With the CBC lockout entering its sixth week, woeful fans have had plenty of time to assess what they miss the most from their public broadcaster. Because regional branches of CBC Radio are shut down across the country, original local programming has all but disappeared from the airwaves while day-to-day operations are handled out of CBC’s head offices in Toronto. That alone has been enough to frustrate devoted listeners.

But some fear a scenario even worse than the constant re-runs. In the event of a regional emergency, how well could a bare bones CBC respond? At the lockout blog, a message from one concerned Halifax resident—identified only as Paul—worries that the CBC would be too disabled to provide essential emergency information.

“When Hurricane Juan hit Halifax two years ago, it was CBC Radio that warned us. It was CBC Radio that kept us informed during that week without electricity that followed. It was CBC Radio that saved lives; that gave us hope; that became a keystone in emergency planning for public communication during a time of disaster,” he says. “Without CBC Radio, what happens to my family, friends and community if the east coast gets hit by a Juan-force hurricane again this year?”

Jason MacDonald is a spokesperson for the CBC still working in the national headquarters in Toronto. Although reluctant to get into details, MacDonald says a contingency plan is in place in case of a major regional emergency.

“We’re well aware that that’s one of the things that people turn to us for in a time of crisis,” he says. “Is it the way we would do it if we weren’t in a lockout situation? I think the answer is no. But we’ve made sure that we have other alternatives open to us so that people can at least turn to the CBC for essential information.”
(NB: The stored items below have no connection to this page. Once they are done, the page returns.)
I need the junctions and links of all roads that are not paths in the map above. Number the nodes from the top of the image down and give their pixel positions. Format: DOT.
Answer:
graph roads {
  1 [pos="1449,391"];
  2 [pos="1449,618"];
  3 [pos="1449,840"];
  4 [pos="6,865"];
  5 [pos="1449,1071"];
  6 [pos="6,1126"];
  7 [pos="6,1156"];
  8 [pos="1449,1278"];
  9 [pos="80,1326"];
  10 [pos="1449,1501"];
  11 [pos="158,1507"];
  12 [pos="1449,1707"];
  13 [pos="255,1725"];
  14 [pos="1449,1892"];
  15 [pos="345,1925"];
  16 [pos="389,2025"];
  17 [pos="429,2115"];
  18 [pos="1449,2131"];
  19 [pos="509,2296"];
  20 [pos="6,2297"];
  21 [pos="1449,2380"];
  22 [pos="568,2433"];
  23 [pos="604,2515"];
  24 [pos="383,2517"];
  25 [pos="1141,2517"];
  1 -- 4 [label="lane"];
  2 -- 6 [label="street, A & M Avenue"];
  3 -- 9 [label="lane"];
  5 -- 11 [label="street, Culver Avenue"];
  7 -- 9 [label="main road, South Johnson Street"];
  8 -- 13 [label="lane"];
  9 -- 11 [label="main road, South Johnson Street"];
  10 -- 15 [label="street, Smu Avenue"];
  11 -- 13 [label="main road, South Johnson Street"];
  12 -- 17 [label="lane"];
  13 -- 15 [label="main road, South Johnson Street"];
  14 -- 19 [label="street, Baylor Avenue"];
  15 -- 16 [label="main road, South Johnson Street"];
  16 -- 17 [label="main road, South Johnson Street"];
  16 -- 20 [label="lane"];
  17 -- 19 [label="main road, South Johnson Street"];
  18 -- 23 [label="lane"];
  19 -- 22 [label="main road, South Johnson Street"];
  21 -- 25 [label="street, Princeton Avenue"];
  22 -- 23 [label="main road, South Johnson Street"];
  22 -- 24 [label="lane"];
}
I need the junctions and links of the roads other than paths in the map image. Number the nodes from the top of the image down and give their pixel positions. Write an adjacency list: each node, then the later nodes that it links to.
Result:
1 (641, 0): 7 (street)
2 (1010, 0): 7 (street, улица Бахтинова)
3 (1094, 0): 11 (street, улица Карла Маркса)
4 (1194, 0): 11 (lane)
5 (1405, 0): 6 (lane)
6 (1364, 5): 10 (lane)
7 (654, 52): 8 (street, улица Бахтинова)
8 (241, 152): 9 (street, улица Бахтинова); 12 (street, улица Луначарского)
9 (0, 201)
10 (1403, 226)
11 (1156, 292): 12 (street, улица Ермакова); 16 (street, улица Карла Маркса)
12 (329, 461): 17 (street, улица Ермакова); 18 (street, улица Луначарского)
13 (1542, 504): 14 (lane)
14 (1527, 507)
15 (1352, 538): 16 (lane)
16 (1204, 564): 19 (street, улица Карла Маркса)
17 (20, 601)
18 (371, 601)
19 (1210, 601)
Although the coverage might not achieve the level of depth that it did during a crisis like Juan (many will recall Don Connolly’s marathon nine-hour overnight session, broadcast live during the brunt of the storm), MacDonald is quick to point out that CBC does have a contact in the region to provide information to the broadcaster, rather than running the coverage exclusively out of Toronto.

“Right now, we’ve got somebody on the ground with whom we’ve established a line of communication so if and as things unfold, we’ll be getting constant updates and continue to keep the audience appraised of what’s happening, provide take-cover warnings,” he explains. “We’ll do what we can with the resources that we’ve got.”

Back in Halifax, Rick Howe isn’t concerned about the CBC’s emergency response. As the news director for both CJCH and C100, he has his own coverage to worry about. Howe says that the lockout has done little to change the routine in his newsroom, and he would approach emergency coverage in the same way.

“We’re a private broadcaster, but our responsibility is no different from the CBC, in an emergency situation especially,” he says. “We don’t have any less of a responsibility to serve the people in the event of a public emergency, not at all.”

If the public did have any concerns about gaps in emergency coverage during the CBC lockout, Howe says that they should be aware that many private broadcasters are just as committed to providing thorough coverage during a crisis.

“We’ve handled some pretty big stories over the years from Westray to SwissAir, Juan to White Juan. We’ve got some pretty experienced people manning the fort,” he says. “If there is any, we can pick up the slack. No question, never a doubt in my mind.

“And it’s something we’re prepared to do. We’re very much a local station, and locals are our bailiwick. We ignore serving the people at our own peril.”